A subsequent investigation by Alaska state authorities found that a ruptured hydraulic oil hose was jerry-rigged in a position that chaffed against the turbine's hot engine. The investigation also found that the facility's fire and gas detectors – which Kovac and Dye likened to life boats on a cruise ship — were not powered on at the time.
The turbine fire was potentially serious not only because no alarms were sounded, but because the turbine engines operate near high-pressure gas and oil pipelines that could be detonated by an uncontrolled fire. The GC-1 incident, as it was called, was classified by BP Alaska's then-president Doug Suttles as a "high potential" event, and news of the incident was distributed around the BP organization globally as a precaution.

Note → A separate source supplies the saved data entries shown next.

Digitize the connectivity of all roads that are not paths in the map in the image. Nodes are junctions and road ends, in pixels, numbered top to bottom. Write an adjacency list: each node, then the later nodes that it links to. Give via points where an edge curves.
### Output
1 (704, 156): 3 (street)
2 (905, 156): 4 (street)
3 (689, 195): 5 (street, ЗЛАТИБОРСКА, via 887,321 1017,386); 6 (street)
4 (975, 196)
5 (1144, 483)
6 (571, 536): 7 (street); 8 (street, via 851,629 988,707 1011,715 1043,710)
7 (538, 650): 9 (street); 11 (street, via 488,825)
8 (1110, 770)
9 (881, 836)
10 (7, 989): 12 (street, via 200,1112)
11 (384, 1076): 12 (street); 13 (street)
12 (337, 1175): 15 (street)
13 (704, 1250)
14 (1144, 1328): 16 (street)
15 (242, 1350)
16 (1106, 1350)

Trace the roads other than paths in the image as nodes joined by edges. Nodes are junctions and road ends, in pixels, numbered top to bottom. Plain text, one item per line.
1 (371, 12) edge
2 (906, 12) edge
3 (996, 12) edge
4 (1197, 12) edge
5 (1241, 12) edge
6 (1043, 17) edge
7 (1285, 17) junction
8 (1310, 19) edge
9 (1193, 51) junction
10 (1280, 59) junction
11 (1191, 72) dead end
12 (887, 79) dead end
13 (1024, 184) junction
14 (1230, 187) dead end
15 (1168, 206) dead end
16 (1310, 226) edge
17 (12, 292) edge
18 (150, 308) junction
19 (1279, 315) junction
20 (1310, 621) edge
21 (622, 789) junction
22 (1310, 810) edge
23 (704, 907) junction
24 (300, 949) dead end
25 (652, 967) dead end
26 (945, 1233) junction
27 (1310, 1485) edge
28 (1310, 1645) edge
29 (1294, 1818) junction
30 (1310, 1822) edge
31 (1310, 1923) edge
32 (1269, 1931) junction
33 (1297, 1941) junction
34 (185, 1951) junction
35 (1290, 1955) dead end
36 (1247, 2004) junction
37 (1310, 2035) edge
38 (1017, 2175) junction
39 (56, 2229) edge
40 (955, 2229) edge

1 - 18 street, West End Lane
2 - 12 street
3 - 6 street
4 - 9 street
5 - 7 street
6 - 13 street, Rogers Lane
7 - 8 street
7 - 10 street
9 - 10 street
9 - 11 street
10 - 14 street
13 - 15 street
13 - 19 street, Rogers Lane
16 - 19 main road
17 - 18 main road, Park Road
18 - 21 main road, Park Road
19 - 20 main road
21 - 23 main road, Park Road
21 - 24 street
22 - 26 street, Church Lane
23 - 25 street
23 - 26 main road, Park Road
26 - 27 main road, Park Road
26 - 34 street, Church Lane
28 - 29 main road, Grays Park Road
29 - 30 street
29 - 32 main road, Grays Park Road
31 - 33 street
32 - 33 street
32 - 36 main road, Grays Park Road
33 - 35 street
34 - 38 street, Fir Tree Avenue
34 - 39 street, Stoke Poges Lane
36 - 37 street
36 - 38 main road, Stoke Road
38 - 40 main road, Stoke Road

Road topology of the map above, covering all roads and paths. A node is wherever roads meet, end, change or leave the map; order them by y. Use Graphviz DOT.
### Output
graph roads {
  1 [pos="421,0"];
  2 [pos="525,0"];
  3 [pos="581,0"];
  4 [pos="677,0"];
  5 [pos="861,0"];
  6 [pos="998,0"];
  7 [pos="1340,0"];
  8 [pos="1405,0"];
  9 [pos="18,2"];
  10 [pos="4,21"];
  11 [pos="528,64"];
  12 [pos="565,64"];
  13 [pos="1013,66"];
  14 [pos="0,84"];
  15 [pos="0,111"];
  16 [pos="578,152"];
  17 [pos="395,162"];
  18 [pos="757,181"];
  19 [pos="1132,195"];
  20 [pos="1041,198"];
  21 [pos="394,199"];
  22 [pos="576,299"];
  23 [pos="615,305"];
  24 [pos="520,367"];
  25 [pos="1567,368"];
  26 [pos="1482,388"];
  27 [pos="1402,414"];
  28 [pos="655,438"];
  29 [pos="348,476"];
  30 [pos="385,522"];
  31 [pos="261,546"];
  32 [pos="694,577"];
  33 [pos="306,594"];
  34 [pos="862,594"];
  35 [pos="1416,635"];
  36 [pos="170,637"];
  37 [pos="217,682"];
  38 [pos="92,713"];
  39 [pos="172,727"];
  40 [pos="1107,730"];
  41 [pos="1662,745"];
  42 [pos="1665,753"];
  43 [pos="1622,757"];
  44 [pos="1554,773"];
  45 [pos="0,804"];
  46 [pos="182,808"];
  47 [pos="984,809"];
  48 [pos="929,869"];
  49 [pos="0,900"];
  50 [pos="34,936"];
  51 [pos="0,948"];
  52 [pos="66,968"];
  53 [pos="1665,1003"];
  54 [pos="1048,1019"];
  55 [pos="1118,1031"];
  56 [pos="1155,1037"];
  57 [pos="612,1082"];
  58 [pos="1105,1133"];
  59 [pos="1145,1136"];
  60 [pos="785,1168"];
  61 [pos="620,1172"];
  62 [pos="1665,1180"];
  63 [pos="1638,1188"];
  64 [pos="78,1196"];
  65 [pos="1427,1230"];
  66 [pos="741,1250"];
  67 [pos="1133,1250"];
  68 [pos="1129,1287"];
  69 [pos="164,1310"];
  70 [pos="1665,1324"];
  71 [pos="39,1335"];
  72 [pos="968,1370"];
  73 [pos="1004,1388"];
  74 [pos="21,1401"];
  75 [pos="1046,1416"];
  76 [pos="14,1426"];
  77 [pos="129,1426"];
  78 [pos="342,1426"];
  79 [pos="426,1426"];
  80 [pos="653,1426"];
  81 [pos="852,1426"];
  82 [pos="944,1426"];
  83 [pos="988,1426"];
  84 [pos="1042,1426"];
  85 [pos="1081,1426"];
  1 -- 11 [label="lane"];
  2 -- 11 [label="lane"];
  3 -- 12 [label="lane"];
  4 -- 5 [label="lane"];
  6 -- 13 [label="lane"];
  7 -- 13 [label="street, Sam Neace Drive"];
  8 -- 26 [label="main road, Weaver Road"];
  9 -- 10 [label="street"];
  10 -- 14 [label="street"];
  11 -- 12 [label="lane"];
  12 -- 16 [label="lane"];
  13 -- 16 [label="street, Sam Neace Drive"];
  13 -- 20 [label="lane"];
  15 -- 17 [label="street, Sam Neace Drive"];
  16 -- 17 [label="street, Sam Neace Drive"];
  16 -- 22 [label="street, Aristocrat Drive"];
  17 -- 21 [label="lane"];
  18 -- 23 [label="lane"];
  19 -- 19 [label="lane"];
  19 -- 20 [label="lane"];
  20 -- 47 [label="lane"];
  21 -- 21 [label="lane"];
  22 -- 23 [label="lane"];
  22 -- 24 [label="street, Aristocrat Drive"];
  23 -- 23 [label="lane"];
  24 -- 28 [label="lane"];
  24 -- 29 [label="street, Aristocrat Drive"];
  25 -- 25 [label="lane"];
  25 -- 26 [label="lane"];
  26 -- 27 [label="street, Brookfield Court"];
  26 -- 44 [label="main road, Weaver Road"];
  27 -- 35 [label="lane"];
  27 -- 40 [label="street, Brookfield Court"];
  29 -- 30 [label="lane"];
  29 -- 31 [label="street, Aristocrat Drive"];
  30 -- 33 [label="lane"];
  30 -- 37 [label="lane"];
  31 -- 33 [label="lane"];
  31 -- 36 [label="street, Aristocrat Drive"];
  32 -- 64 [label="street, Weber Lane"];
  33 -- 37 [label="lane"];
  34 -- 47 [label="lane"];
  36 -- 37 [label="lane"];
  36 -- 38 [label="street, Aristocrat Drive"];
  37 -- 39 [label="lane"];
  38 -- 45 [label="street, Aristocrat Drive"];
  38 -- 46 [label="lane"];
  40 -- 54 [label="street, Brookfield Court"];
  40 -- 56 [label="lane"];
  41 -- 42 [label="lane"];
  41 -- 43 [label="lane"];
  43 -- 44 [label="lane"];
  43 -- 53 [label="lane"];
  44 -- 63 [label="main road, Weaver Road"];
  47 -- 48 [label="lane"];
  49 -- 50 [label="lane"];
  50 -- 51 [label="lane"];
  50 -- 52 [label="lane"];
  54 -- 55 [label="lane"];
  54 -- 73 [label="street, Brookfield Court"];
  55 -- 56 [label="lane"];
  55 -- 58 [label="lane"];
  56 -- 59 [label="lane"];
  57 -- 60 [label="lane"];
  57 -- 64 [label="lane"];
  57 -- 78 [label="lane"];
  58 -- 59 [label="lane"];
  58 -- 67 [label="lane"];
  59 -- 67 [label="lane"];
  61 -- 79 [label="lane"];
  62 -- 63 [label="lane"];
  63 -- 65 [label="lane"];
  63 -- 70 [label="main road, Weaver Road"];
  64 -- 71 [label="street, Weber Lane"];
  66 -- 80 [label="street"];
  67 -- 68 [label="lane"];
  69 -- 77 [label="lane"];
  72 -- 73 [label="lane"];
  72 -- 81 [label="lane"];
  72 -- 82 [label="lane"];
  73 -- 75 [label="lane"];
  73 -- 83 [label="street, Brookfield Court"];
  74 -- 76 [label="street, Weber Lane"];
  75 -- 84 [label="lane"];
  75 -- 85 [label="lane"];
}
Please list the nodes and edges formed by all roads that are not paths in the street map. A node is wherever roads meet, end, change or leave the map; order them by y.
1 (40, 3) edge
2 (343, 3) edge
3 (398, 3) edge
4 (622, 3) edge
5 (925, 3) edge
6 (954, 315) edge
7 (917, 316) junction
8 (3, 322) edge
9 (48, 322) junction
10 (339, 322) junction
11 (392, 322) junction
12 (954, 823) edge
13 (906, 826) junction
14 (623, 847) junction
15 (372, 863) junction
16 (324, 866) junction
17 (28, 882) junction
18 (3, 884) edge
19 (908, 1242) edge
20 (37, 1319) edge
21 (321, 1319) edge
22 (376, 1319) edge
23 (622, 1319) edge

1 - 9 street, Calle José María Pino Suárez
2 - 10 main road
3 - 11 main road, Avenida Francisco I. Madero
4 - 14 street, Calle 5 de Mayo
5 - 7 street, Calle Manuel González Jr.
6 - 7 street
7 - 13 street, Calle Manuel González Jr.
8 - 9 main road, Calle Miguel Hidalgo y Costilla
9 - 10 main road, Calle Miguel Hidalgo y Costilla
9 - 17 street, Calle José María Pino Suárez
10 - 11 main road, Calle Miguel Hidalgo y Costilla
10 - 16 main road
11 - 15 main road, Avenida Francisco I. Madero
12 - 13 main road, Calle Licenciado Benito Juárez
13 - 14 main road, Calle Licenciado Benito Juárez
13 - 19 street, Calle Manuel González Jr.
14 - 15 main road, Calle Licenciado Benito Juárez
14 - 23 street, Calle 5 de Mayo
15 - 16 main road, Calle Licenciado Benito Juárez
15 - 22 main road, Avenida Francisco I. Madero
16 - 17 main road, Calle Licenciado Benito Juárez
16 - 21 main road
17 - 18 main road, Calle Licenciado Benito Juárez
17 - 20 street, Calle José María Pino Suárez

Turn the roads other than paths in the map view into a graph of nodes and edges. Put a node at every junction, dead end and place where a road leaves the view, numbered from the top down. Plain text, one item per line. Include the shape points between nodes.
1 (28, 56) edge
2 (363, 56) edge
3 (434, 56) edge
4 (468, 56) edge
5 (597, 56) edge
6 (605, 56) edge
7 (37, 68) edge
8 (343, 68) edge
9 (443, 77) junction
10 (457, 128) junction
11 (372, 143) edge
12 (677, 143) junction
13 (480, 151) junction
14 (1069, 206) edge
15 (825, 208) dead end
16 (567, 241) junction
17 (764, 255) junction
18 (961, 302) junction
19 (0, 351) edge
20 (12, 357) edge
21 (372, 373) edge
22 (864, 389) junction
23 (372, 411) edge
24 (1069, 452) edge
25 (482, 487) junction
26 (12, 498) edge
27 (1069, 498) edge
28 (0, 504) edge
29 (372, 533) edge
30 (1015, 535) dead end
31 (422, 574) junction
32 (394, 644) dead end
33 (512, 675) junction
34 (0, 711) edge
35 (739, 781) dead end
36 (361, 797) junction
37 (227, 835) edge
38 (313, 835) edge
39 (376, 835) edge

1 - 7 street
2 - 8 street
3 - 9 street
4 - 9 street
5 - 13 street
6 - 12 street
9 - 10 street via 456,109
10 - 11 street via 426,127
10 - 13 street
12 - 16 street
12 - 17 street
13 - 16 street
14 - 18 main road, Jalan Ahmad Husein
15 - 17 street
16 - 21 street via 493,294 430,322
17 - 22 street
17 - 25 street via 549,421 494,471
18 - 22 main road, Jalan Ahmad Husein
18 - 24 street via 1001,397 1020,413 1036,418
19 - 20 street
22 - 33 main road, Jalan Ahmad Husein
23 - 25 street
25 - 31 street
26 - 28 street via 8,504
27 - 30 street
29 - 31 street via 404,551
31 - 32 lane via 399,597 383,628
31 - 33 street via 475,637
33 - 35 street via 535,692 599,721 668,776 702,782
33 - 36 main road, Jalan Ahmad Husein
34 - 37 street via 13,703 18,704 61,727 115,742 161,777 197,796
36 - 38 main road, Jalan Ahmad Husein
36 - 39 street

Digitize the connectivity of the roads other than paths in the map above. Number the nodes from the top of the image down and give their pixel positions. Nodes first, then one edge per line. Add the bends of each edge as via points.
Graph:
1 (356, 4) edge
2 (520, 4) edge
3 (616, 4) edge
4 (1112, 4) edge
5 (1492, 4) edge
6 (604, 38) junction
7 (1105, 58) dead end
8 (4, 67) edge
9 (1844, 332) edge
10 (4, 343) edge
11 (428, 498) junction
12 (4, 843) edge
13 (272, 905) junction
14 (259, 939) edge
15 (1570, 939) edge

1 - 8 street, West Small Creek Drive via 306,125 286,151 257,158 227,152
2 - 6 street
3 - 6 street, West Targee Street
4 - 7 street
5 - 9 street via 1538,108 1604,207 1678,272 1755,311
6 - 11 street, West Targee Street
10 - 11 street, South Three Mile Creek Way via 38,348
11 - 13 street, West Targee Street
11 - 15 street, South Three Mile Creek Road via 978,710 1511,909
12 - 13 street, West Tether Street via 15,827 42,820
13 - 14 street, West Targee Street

Yet in 2010, even before the enormous costs of the Gulf spill created an estimated $30 billion in BP liabilities, the company was eking out more “efficiencies” in its Alaska budget. It said it would maintain record high funding for new projects and major repairs while reducing its budget for regular maintenance, according to a letter that BP Alaska President John Minge sent to Congress in February 2010. The letter said holding-tank inspections will be deferred and replacement of one pipeline will be postponed; flows through that line will be reduced "to mitigate erosion."
Correction, Nov. 2, 2010: This story has been corrected to specify that BP’s 2006 shutdown of oil deliveries from the North Slope were from the Prudhoe Bay field, the largest of several distinct production fields there. Also, the shutdown interrupted 4 percent of the nation’s oil supply that comes from U.S. production, not global production.
Correction, Nov. 2, 2010: An earlier version of this article stated that ChemEOR was a subsidiary of Flotek Industries Inc. CESI Chemical, not ChemEOR, is a subsidiary of Flotek.